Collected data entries
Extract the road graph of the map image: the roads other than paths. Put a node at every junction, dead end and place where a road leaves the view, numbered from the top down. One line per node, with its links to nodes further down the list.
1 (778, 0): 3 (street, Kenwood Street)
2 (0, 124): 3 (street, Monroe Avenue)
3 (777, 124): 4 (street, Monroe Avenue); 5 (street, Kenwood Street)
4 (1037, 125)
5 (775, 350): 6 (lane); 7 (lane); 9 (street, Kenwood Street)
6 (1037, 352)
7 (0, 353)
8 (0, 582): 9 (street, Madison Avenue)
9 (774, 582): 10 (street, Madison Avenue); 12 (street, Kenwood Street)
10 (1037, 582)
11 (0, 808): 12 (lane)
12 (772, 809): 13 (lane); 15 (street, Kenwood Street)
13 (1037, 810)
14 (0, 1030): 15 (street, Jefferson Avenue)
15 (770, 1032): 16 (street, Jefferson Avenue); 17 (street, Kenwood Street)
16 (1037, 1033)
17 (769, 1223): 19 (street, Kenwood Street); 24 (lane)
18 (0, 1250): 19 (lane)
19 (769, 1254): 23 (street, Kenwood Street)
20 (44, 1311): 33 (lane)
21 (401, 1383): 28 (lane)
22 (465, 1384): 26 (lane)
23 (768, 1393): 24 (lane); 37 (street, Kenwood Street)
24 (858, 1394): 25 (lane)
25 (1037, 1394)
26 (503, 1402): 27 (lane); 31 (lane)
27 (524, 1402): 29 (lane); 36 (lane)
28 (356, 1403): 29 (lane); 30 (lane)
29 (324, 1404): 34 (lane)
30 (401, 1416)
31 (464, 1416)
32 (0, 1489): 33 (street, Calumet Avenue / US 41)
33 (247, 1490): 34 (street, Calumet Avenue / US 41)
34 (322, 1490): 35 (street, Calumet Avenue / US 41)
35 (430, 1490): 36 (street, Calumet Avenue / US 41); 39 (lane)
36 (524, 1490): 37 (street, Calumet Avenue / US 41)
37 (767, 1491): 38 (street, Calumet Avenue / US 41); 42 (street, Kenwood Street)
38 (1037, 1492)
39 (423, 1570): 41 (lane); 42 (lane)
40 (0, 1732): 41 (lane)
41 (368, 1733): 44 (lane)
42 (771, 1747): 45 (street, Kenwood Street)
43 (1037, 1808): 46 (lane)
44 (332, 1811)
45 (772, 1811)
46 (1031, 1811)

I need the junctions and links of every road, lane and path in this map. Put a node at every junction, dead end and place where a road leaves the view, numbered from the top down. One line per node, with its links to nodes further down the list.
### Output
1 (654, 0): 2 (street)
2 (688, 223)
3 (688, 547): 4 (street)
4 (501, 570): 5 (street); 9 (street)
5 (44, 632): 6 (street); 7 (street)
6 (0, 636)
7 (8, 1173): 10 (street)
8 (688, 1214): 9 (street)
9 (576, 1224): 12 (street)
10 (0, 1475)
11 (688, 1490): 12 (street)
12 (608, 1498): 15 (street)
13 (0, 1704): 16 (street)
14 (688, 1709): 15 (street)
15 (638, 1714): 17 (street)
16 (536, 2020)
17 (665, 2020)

WHAT TO DO> What you return must match the records exactly, down to the last line.

PROBLEM SOLUTION>
Extract the road graph of the map image: the roads other than paths. Put a node at every junction, dead end and place where a road leaves the view, numbered from the top down. One line per node, with its links to nodes further down the list.
1 (778, 0): 3 (street, Kenwood Street)
2 (0, 124): 3 (street, Monroe Avenue)
3 (777, 124): 4 (street, Monroe Avenue); 5 (street, Kenwood Street)
4 (1037, 125)
5 (775, 350): 6 (lane); 7 (lane); 9 (street, Kenwood Street)
6 (1037, 352)
7 (0, 353)
8 (0, 582): 9 (street, Madison Avenue)
9 (774, 582): 10 (street, Madison Avenue); 12 (street, Kenwood Street)
10 (1037, 582)
11 (0, 808): 12 (lane)
12 (772, 809): 13 (lane); 15 (street, Kenwood Street)
13 (1037, 810)
14 (0, 1030): 15 (street, Jefferson Avenue)
15 (770, 1032): 16 (street, Jefferson Avenue); 17 (street, Kenwood Street)
16 (1037, 1033)
17 (769, 1223): 19 (street, Kenwood Street); 24 (lane)
18 (0, 1250): 19 (lane)
19 (769, 1254): 23 (street, Kenwood Street)
20 (44, 1311): 33 (lane)
21 (401, 1383): 28 (lane)
22 (465, 1384): 26 (lane)
23 (768, 1393): 24 (lane); 37 (street, Kenwood Street)
24 (858, 1394): 25 (lane)
25 (1037, 1394)
26 (503, 1402): 27 (lane); 31 (lane)
27 (524, 1402): 29 (lane); 36 (lane)
28 (356, 1403): 29 (lane); 30 (lane)
29 (324, 1404): 34 (lane)
30 (401, 1416)
31 (464, 1416)
32 (0, 1489): 33 (street, Calumet Avenue / US 41)
33 (247, 1490): 34 (street, Calumet Avenue / US 41)
34 (322, 1490): 35 (street, Calumet Avenue / US 41)
35 (430, 1490): 36 (street, Calumet Avenue / US 41); 39 (lane)
36 (524, 1490): 37 (street, Calumet Avenue / US 41)
37 (767, 1491): 38 (street, Calumet Avenue / US 41); 42 (street, Kenwood Street)
38 (1037, 1492)
39 (423, 1570): 41 (lane); 42 (lane)
40 (0, 1732): 41 (lane)
41 (368, 1733): 44 (lane)
42 (771, 1747): 45 (street, Kenwood Street)
43 (1037, 1808): 46 (lane)
44 (332, 1811)
45 (772, 1811)
46 (1031, 1811)

I need the junctions and links of every road, lane and path in this map. Put a node at every junction, dead end and place where a road leaves the view, numbered from the top down. One line per node, with its links to nodes further down the list.
### Output
1 (654, 0): 2 (street)
2 (688, 223)
3 (688, 547): 4 (street)
4 (501, 570): 5 (street); 9 (street)
5 (44, 632): 6 (street); 7 (street)
6 (0, 636)
7 (8, 1173): 10 (street)
8 (688, 1214): 9 (street)
9 (576, 1224): 12 (street)
10 (0, 1475)
11 (688, 1490): 12 (street)
12 (608, 1498): 15 (street)
13 (0, 1704): 16 (street)
14 (688, 1709): 15 (street)
15 (638, 1714): 17 (street)
16 (536, 2020)
17 (665, 2020)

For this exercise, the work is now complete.